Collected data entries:
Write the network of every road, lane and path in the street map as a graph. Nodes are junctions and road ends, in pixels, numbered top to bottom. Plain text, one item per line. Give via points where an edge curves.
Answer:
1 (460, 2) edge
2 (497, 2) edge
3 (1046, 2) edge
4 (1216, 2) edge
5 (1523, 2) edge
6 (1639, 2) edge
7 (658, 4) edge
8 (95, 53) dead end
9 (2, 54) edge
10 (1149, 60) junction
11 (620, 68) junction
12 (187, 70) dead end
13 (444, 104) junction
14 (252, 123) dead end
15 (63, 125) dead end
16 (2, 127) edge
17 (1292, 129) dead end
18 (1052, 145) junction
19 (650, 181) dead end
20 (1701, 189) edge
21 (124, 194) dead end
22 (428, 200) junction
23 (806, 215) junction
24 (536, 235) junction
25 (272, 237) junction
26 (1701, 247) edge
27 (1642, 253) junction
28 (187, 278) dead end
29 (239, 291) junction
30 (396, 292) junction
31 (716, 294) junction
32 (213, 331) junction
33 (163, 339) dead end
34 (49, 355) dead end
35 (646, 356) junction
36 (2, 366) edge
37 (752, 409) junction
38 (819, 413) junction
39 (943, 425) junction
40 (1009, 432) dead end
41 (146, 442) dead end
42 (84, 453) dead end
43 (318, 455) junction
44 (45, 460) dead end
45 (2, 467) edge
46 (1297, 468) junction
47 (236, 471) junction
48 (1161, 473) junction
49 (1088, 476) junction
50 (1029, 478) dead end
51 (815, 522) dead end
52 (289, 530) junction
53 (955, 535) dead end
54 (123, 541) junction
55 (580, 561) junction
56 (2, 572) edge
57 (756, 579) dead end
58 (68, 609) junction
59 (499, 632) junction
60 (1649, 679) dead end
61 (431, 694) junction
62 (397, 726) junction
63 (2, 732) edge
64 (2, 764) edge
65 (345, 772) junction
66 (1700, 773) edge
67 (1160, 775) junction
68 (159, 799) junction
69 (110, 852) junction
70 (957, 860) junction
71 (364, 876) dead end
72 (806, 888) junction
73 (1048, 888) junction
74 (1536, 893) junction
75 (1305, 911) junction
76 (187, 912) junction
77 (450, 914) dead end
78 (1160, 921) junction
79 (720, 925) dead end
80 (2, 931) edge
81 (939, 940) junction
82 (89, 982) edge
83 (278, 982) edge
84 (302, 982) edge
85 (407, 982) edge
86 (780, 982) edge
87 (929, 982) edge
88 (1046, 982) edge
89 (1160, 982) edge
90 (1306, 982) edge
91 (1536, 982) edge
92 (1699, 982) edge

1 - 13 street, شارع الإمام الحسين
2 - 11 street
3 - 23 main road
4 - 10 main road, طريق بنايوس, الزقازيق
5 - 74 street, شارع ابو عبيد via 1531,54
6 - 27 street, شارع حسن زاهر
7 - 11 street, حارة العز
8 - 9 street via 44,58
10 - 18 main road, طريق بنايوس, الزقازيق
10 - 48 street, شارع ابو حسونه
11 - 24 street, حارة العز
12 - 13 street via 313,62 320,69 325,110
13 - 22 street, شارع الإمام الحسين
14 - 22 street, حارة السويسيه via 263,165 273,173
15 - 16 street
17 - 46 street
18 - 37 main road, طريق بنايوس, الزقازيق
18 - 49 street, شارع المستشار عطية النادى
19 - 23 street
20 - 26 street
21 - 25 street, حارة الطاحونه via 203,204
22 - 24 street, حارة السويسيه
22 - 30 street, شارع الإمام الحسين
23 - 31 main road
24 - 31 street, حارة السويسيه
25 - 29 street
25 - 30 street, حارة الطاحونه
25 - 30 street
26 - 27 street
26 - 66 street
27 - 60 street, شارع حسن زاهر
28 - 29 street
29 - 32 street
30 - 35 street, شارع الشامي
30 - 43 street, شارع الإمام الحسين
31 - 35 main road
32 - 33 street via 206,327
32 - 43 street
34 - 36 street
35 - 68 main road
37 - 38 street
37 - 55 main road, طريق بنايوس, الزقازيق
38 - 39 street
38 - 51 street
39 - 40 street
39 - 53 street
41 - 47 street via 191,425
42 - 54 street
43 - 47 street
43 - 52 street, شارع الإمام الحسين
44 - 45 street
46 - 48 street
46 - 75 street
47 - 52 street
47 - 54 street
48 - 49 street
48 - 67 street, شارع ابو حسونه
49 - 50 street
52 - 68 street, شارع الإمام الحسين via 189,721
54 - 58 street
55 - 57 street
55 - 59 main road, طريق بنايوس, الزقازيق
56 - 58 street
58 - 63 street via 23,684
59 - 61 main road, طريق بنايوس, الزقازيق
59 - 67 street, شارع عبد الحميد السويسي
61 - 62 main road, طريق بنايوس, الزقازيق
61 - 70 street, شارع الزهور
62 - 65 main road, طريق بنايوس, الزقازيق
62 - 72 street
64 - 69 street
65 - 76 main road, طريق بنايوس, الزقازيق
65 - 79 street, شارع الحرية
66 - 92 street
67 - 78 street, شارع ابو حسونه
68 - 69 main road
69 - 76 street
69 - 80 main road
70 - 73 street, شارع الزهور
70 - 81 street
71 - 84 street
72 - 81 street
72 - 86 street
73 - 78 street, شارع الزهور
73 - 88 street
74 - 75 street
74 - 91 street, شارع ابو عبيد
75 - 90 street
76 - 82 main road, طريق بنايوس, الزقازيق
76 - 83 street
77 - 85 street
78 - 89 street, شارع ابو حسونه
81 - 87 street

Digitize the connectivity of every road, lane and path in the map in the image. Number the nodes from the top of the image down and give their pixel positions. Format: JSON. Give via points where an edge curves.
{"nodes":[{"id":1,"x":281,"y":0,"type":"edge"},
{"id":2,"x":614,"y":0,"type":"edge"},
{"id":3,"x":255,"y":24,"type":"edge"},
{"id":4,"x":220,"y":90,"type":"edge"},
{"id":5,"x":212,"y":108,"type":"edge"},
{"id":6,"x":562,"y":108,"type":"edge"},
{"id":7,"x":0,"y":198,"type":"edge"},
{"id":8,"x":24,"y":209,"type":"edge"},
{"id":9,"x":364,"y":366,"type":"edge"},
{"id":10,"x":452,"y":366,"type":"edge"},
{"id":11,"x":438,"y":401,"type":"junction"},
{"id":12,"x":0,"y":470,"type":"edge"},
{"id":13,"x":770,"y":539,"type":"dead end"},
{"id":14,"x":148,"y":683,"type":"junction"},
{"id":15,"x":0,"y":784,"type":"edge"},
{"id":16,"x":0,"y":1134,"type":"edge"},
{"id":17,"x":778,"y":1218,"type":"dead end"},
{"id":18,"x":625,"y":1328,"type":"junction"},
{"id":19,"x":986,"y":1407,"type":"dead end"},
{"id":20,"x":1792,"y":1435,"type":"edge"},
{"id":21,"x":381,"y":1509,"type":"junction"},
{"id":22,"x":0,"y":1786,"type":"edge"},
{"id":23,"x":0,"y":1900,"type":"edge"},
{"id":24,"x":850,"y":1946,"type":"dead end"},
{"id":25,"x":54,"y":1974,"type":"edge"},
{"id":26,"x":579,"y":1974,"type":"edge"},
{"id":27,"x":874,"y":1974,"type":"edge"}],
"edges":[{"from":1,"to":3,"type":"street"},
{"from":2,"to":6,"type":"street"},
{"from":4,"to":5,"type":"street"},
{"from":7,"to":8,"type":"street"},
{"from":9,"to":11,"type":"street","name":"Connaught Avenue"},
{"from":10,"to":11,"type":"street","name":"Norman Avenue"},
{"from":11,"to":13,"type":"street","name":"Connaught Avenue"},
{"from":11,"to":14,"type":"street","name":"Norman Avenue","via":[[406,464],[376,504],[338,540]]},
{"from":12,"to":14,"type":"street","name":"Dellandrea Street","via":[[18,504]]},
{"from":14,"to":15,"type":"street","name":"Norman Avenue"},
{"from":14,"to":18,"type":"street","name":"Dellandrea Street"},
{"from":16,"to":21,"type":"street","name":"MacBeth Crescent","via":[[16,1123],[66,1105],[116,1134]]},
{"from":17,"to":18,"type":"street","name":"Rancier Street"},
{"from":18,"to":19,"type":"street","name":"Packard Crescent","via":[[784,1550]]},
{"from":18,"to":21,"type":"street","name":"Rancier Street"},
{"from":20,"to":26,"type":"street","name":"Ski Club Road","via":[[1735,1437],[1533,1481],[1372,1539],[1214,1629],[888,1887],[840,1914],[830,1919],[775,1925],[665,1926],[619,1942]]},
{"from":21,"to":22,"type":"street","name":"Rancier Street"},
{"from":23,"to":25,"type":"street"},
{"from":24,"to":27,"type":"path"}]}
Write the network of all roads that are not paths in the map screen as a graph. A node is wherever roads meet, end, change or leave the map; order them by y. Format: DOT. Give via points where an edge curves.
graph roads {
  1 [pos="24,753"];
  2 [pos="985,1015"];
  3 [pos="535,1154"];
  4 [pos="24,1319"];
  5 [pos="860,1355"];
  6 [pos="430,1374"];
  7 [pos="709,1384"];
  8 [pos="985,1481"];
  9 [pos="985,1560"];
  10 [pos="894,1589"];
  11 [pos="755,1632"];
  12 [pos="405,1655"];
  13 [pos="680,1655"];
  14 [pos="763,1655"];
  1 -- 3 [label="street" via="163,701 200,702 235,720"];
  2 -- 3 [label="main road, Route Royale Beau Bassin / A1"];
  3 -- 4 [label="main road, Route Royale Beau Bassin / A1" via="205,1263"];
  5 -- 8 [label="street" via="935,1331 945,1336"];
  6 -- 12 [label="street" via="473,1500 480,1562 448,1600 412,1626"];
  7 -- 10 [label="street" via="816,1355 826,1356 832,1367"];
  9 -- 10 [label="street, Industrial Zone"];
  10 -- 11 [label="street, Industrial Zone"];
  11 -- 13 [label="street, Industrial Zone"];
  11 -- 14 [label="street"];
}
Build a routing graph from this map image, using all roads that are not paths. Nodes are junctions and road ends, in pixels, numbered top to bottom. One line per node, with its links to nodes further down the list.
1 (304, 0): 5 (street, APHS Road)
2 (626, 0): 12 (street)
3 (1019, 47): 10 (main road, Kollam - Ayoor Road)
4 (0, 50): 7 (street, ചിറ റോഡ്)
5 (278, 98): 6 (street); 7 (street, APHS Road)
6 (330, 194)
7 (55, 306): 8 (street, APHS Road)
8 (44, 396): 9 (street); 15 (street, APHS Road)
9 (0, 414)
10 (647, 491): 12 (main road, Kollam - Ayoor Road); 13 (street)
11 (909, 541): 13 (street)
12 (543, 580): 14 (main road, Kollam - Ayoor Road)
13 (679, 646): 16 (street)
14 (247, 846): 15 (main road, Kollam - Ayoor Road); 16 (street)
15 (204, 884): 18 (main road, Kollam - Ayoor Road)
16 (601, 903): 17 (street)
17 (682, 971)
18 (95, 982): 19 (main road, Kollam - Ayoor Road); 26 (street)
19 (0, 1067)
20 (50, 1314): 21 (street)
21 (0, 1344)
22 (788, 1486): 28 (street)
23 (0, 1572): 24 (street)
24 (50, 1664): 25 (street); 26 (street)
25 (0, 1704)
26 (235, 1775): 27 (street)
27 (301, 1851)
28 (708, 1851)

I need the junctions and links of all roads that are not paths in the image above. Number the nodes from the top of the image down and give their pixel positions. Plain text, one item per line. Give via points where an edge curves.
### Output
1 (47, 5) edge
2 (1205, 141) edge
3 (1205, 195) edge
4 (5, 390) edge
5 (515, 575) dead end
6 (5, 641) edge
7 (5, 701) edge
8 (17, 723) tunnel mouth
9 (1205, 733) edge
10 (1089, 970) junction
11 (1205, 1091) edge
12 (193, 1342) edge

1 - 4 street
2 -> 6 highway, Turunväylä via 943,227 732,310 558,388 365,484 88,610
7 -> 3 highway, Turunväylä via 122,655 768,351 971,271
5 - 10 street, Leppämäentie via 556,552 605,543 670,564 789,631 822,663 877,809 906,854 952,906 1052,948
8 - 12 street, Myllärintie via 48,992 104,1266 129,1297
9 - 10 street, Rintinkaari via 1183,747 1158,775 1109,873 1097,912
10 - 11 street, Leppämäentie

**What this task involves:**
Work out how many lines in the entries hold the string "Bassin". Your answer should consist solely of that number.

**Task answer:**
2